Bitcoin acompanha queda do ouro e da prata sob pressão da Fed

Pontos principais

  • O Bitcoin desceu para abaixo dos 58.000 dólares e seguiu a tendência de queda do ouro e da prata.
  • A postura hawkish da Reserva Federal e a valorização do dólar estão a pressionar a chamada debasement trade.
  • Desde o mínimo de fevereiro, o Bitcoin tem apresentado um desempenho superior ao do ouro e da prata, mas continua sensível à política monetária norte-americana.

A recente descida do Bitcoin parece estar intimamente ligada ao recuo do ouro e da prata. Há muito que estes três ativos são vistos como formas de proteção contra a desvalorização do dólar, mas a atual postura hawkish da Reserva Federal está a colocar essa correlação sob pressão. O Bitcoin caiu para abaixo dos 58.000 dólares (50.900€), enquanto o ouro e a prata acumulam perdas superiores a 28% e 50%, respetivamente, face aos máximos registados em 2025.

Debasement trade e o impacto da política da Fed

Durante bastante tempo, a chamada "debasement trade" foi o principal motor da subida destes ativos escassos. Os investidores partiam do princípio de que o aumento da despesa pública e da dívida acabaria por corroer o valor do dinheiro fiduciário, levando o ouro, a prata e o Bitcoin a funcionarem como refúgios. No entanto, o recente anúncio do presidente da Fed, Kevin Warsh, sobre possíveis subidas das taxas de juro até 4,25% em 2027, juntamente com a valorização do dólar, está a enfraquecer esta tese. Taxas de juro mais elevadas aumentam os rendimentos reais das obrigações seguras e tornam mais onerosa a detenção de ativos que não pagam juros, como o ouro, a prata e o Bitcoin.

Bitcoin entre especulação e dinheiro sólido

O Bitcoin tem desempenhado sempre um duplo papel: por um lado, como ativo especulativo de maior risco; por outro, como uma forma digital de dinheiro sólido. Importa notar que o Bitcoin ficou atrás do ouro e da prata durante a subida de 2025, mas agora acompanha de perto o movimento descendente. Desde o mínimo em fevereiro, o Bitcoin tem, na verdade, tido um desempenho melhor do que ambos os metais, com uma valorização de cerca de 30% face ao ouro e de mais de 55% face à prata. Isto mostra a posição complexa do Bitcoin na dinâmica mais ampla do mercado.

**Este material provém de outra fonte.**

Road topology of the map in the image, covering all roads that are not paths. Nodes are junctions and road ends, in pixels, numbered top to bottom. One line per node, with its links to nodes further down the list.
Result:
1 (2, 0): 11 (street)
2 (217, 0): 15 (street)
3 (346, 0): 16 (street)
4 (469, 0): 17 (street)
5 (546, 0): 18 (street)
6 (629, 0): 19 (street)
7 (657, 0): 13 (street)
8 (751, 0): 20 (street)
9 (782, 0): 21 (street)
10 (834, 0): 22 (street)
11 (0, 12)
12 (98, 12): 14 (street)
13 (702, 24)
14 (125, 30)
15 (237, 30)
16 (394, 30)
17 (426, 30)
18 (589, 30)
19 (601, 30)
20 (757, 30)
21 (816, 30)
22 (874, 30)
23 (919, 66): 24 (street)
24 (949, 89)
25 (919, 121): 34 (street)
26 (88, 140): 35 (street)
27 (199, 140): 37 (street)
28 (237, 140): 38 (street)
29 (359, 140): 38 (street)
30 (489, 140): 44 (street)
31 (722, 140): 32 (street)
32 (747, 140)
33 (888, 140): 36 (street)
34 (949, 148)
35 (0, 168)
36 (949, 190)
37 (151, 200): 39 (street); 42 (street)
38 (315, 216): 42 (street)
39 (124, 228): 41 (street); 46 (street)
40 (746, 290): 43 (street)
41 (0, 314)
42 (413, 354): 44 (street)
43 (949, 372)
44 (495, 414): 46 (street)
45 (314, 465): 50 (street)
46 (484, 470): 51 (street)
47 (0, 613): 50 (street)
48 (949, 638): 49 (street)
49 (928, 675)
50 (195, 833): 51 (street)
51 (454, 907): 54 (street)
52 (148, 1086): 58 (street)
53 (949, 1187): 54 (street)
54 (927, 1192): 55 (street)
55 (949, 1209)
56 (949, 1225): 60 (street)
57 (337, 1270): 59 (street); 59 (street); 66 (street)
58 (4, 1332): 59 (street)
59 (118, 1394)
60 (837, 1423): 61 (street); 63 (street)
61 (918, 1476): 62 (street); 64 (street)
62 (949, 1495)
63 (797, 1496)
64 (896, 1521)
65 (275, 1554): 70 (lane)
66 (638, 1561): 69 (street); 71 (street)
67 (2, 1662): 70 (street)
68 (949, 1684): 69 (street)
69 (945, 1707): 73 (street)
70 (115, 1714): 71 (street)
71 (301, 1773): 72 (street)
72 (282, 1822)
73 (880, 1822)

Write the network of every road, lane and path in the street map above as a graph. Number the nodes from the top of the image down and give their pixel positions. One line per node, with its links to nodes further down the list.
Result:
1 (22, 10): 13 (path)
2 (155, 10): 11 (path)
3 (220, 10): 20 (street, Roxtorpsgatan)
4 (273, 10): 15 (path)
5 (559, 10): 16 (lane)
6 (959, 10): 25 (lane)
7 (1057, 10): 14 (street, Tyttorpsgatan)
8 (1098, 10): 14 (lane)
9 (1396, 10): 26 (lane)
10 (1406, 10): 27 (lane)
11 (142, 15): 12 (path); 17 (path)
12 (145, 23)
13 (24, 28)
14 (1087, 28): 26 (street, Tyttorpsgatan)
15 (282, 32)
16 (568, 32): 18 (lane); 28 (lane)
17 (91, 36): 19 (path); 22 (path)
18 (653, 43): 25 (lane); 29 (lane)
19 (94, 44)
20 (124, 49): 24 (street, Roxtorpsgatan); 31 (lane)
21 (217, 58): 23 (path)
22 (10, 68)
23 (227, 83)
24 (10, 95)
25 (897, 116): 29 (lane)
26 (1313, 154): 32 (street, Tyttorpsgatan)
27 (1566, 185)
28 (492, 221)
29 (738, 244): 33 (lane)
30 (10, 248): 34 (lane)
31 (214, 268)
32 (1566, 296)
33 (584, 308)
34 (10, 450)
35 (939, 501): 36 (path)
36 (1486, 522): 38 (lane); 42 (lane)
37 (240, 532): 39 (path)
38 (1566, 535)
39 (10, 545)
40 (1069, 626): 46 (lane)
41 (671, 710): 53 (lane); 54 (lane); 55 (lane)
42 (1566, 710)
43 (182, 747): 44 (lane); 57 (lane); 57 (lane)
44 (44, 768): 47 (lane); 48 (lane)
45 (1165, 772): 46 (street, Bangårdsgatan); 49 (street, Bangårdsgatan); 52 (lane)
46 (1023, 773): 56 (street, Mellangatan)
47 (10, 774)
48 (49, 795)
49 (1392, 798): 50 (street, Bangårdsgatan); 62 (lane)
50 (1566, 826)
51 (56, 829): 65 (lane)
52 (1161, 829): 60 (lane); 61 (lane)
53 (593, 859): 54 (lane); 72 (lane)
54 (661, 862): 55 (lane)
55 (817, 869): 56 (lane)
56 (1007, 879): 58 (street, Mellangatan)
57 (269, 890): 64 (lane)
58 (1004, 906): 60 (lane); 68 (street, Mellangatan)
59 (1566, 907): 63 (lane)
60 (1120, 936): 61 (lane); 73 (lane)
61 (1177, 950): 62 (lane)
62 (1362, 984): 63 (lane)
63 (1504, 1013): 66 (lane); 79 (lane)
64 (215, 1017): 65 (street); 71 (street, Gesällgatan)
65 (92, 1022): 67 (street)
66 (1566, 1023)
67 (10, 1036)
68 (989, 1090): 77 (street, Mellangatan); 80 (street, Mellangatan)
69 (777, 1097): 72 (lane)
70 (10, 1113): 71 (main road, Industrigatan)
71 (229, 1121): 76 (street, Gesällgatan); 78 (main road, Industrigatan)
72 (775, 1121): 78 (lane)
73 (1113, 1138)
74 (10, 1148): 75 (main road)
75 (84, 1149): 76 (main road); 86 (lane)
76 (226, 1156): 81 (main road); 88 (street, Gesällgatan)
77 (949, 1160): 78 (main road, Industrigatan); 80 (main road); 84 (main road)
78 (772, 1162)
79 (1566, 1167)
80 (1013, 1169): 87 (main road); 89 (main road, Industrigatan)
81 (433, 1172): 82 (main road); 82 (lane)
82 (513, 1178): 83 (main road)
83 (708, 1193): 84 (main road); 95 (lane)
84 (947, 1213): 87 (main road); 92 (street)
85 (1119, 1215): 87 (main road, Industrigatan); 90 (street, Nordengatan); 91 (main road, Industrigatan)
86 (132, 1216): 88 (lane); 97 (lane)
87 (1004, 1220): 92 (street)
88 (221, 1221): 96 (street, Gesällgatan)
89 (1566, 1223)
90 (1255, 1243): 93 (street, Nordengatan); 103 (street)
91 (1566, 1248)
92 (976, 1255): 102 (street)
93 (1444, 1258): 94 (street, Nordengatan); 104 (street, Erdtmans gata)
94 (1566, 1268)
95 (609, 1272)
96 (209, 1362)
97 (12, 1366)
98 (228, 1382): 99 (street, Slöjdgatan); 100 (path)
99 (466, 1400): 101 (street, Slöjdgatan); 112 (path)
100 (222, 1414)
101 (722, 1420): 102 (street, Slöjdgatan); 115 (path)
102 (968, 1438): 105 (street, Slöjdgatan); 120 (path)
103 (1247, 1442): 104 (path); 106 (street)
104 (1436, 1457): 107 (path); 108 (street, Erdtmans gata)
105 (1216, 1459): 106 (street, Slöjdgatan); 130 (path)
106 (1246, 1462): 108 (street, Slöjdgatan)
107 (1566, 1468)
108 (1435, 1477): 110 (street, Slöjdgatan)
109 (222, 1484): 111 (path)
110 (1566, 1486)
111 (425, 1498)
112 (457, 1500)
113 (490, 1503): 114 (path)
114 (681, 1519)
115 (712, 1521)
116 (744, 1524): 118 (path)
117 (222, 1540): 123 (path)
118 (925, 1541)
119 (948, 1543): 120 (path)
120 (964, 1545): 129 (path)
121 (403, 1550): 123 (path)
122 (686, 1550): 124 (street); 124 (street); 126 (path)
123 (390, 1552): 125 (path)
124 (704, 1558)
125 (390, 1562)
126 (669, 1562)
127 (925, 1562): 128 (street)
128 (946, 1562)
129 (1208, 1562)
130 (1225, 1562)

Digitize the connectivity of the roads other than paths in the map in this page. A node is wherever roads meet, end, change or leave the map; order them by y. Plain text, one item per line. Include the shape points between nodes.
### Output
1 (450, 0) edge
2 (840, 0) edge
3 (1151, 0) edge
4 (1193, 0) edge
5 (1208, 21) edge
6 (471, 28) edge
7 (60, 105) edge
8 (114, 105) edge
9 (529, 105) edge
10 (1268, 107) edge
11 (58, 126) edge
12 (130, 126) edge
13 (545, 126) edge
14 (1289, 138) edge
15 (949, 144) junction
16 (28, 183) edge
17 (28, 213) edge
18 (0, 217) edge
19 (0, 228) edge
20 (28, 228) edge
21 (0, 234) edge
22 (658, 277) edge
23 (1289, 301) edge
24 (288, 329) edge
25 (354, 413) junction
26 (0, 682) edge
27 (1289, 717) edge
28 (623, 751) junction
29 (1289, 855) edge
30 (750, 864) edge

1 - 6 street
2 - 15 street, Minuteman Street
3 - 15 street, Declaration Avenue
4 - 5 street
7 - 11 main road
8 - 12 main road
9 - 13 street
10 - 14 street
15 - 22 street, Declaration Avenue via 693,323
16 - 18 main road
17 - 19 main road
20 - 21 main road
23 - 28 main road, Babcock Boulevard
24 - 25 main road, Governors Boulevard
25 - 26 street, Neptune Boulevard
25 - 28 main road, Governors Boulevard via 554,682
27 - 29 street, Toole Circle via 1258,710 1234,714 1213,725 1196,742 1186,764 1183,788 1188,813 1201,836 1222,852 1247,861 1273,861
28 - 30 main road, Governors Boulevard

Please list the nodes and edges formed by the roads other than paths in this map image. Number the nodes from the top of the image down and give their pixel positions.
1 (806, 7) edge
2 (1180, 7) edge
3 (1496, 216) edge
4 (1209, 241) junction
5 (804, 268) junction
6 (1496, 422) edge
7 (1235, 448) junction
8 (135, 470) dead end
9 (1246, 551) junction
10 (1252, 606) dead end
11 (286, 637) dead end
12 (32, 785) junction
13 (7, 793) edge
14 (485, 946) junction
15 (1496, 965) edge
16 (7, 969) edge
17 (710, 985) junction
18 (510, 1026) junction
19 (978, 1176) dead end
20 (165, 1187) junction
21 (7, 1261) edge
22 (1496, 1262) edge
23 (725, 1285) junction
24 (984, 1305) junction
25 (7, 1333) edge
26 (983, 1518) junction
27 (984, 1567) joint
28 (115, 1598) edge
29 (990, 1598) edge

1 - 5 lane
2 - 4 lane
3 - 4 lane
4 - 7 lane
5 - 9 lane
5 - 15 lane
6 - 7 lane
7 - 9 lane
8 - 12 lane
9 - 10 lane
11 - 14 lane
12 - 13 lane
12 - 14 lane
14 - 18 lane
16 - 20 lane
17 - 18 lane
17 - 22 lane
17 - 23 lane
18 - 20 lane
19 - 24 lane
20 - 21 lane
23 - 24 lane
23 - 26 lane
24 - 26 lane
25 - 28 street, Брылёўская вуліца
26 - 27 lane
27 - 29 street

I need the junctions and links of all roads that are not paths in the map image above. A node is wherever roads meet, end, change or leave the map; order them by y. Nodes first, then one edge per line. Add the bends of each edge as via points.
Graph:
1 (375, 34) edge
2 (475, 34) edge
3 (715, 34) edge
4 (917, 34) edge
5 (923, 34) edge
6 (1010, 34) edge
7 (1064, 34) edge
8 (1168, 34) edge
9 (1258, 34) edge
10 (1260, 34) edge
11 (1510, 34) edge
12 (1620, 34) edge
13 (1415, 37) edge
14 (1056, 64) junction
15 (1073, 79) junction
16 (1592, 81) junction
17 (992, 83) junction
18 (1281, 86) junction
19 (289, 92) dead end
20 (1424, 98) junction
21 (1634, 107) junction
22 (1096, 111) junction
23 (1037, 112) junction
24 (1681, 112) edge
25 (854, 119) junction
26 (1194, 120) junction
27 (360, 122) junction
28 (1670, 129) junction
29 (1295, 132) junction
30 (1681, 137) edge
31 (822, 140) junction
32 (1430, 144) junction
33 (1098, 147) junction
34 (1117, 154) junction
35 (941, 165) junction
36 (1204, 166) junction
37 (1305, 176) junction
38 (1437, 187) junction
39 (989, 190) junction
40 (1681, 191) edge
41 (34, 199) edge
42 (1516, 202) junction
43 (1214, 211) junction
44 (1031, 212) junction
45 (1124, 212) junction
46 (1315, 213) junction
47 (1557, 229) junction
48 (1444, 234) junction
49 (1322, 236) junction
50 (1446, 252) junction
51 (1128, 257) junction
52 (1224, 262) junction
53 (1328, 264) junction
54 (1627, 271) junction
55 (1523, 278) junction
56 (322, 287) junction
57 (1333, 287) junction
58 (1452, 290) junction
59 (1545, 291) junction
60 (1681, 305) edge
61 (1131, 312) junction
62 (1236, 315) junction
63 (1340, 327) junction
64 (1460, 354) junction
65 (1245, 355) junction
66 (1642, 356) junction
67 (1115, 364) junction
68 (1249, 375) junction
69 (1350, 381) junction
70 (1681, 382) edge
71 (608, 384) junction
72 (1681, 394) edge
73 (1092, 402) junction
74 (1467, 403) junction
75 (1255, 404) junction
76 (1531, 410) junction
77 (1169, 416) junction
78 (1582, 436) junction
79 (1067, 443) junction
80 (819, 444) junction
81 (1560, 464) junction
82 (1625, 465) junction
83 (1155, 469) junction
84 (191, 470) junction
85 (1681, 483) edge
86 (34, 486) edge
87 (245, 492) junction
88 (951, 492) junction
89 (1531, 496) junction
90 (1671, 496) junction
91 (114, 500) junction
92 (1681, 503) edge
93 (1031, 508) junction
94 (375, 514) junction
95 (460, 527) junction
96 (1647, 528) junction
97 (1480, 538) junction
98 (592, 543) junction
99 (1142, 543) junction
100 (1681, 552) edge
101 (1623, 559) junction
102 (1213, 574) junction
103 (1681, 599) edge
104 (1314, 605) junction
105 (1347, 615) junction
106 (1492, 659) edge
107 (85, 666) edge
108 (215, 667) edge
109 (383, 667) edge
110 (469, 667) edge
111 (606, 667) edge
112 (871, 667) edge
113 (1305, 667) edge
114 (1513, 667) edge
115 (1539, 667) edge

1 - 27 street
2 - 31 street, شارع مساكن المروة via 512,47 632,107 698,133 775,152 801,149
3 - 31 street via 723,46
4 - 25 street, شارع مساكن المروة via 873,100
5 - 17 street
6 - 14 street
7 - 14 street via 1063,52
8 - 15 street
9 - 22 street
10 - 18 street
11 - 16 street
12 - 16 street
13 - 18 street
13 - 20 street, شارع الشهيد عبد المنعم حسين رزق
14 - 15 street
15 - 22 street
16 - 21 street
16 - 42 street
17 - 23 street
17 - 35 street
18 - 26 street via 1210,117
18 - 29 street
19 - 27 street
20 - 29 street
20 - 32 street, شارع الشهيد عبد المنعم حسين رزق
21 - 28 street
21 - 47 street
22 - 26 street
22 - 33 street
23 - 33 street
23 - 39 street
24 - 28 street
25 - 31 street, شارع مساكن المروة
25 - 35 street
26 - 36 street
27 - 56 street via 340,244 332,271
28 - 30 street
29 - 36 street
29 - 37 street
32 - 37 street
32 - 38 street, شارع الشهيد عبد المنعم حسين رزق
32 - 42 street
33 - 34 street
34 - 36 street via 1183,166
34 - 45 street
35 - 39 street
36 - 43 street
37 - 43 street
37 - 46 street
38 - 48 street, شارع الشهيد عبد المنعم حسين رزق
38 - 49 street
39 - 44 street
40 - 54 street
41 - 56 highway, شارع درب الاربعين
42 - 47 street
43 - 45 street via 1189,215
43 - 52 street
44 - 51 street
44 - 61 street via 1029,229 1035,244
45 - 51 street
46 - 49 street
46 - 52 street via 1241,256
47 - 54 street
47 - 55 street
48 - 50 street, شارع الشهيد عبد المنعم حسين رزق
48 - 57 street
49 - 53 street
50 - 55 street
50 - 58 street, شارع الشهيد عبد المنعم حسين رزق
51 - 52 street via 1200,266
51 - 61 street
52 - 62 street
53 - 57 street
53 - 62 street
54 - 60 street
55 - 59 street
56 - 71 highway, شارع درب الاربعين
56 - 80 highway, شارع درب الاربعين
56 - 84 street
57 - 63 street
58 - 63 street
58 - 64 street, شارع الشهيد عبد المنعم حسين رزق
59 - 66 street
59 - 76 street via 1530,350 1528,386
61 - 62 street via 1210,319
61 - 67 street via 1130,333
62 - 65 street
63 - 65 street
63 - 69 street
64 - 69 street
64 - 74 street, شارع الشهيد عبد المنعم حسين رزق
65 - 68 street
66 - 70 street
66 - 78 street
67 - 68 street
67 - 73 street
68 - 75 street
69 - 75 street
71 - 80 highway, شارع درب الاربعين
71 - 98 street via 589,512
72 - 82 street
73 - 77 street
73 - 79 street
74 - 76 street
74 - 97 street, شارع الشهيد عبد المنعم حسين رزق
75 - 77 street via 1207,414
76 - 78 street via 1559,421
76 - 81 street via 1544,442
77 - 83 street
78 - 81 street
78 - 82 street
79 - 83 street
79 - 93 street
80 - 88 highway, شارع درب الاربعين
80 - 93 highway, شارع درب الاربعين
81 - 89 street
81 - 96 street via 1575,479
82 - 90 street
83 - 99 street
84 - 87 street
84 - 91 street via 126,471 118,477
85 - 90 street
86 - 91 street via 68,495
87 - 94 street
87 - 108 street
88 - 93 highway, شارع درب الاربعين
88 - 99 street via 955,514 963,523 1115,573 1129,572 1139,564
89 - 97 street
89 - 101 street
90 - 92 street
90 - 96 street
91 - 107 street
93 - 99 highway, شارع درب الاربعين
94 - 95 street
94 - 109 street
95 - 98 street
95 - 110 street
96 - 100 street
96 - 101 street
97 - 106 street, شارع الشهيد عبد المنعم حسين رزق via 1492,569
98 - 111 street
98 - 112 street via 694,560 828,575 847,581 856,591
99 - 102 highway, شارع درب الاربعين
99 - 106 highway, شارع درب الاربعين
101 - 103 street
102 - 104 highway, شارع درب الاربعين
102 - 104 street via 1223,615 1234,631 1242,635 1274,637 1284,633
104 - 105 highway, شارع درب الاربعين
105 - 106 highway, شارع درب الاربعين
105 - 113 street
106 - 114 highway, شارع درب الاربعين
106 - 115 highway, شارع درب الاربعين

A mesma preocupação com as taxas de juro já tinha pressionado anteriormente o mercado de criptomoedas, quando a Fed alertou para uma subida das taxas de juro em 2026 e os investidores voltaram a incorporar custos de financiamento mais elevados nas suas decisões. Enquanto a Fed mantiver a sua linha restritiva e o dólar continuar forte, é provável que o Bitcoin tenha dificuldade em escapar à influência dos metais preciosos com os quais é frequentemente comparado. Para os investidores europeus, esta evolução pode ser particularmente relevante, uma vez que também enfrentam os efeitos da política monetária norte-americana e as oscilações cambiais associadas.